Paul Rotenberry avoided a runoff election for 326th District Court Judge by getting 61 percent of the votes Tuesday.
Judge Aleta Hacker is retiring from the 326th District Court -- and Rotenberry does not have a Democrat challenger.
KTXS stopped by Rotenberry's home as he anxiously awaited the results. He was surrounded by his closest friends and family.
Rotenberry had 60 percent of the early voting ballots before the final results were announced; however, he wanted to see the final results before celebrating.
Two other local attorneys, Claire Mehaffey and Mary Ann Fergus, ran against him. Mehaffey got 20 percent of the votes and Fergus, who had the endorsement of the Abilene Reporter-News, received 19 percent.

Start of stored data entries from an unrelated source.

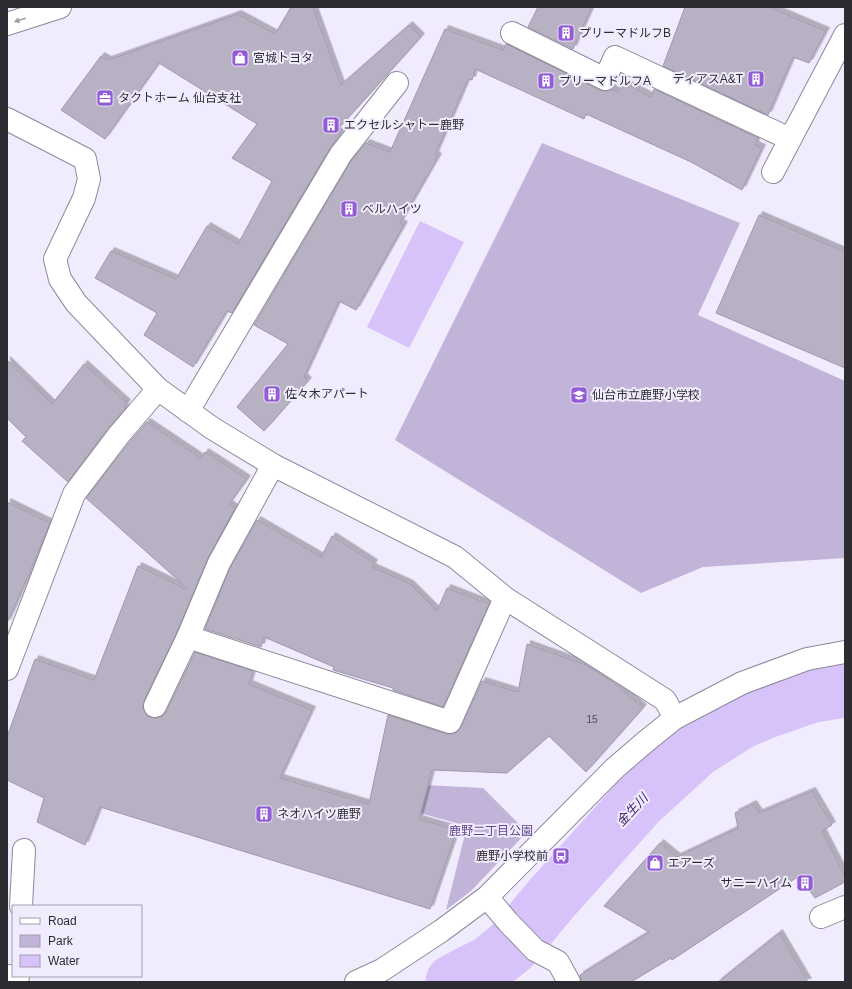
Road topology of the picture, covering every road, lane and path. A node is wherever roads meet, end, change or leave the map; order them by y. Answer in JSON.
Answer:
{"nodes":[{"id":1,"x":60,"y":7,"type":"edge"},
{"id":2,"x":7,"y":24,"type":"edge"},
{"id":3,"x":512,"y":33,"type":"dead end"},
{"id":4,"x":845,"y":35,"type":"edge"},
{"id":5,"x":397,"y":83,"type":"dead end"},
{"id":6,"x":7,"y":119,"type":"edge"},
{"id":7,"x":790,"y":139,"type":"junction"},
{"id":8,"x":773,"y":172,"type":"dead end"},
{"id":9,"x":158,"y":389,"type":"junction"},
{"id":10,"x":188,"y":411,"type":"junction"},
{"id":11,"x":273,"y":465,"type":"junction"},
{"id":12,"x":506,"y":598,"type":"junction"},
{"id":13,"x":188,"y":636,"type":"junction"},
{"id":14,"x":845,"y":652,"type":"edge"},
{"id":15,"x":7,"y":669,"type":"edge"},
{"id":16,"x":154,"y":706,"type":"dead end"},
{"id":17,"x":675,"y":718,"type":"junction"},
{"id":18,"x":24,"y":850,"type":"dead end"},
{"id":19,"x":487,"y":898,"type":"junction"},
{"id":20,"x":21,"y":905,"type":"edge"},
{"id":21,"x":845,"y":906,"type":"edge"},
{"id":22,"x":821,"y":918,"type":"dead end"},
{"id":23,"x":356,"y":982,"type":"edge"},
{"id":24,"x":569,"y":982,"type":"edge"}],
"edges":[{"from":1,"to":2,"type":"main road","one_way":true},
{"from":3,"to":7,"type":"main road"},
{"from":4,"to":7,"type":"main road"},
{"from":5,"to":10,"type":"main road"},
{"from":6,"to":9,"type":"main road"},
{"from":7,"to":8,"type":"main road"},
{"from":9,"to":10,"type":"main road"},
{"from":9,"to":15,"type":"main road"},
{"from":10,"to":11,"type":"main road"},
{"from":11,"to":12,"type":"main road"},
{"from":11,"to":13,"type":"main road"},
{"from":12,"to":13,"type":"main road"},
{"from":12,"to":17,"type":"main road"},
{"from":13,"to":16,"type":"main road"},
{"from":14,"to":17,"type":"main road"},
{"from":17,"to":19,"type":"main road"},
{"from":18,"to":20,"type":"main road"},
{"from":19,"to":23,"type":"main road"},
{"from":19,"to":24,"type":"main road"},
{"from":21,"to":22,"type":"main road"}]}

“Thank you to the voters, thank you to the incredible volunteers that helped,” Rotenberry said. “It's really been overwhelming -- the support that we've received -- very humbling.”
Rotenberry said the position is not a job to take lightly since it deals with family law and he hopes to make a difference in the lives of many.
“The job itself is daunting because the decisions that are made by this court impact families for generations,” Rotenberry said.
Meanwhile, two incumbents trying to retain their seats as Taylor County commissioners also had a good night.
Incumbent Taylor County Precinct 2 Commissioner Kyle Kendrick walked away with a Republican primary win. He said he believes his "every-man" qualities helped him win this one.
Kendrick captured 61 percent of the vote, defeating former commissioner Dwayne Tucker.
Incumbent Taylor County Precinct 4 Commissioner Chuck Statler said he was humbled to have the chance to continue serving and will be back to business Wednesday.
Also in the Republican primary, Statler received 74 percent of the vote, downing challenger Ron Harris.
Statler said he will be meeting with road crews because that's what taxpayers expect of him and that's what he'll continue to do.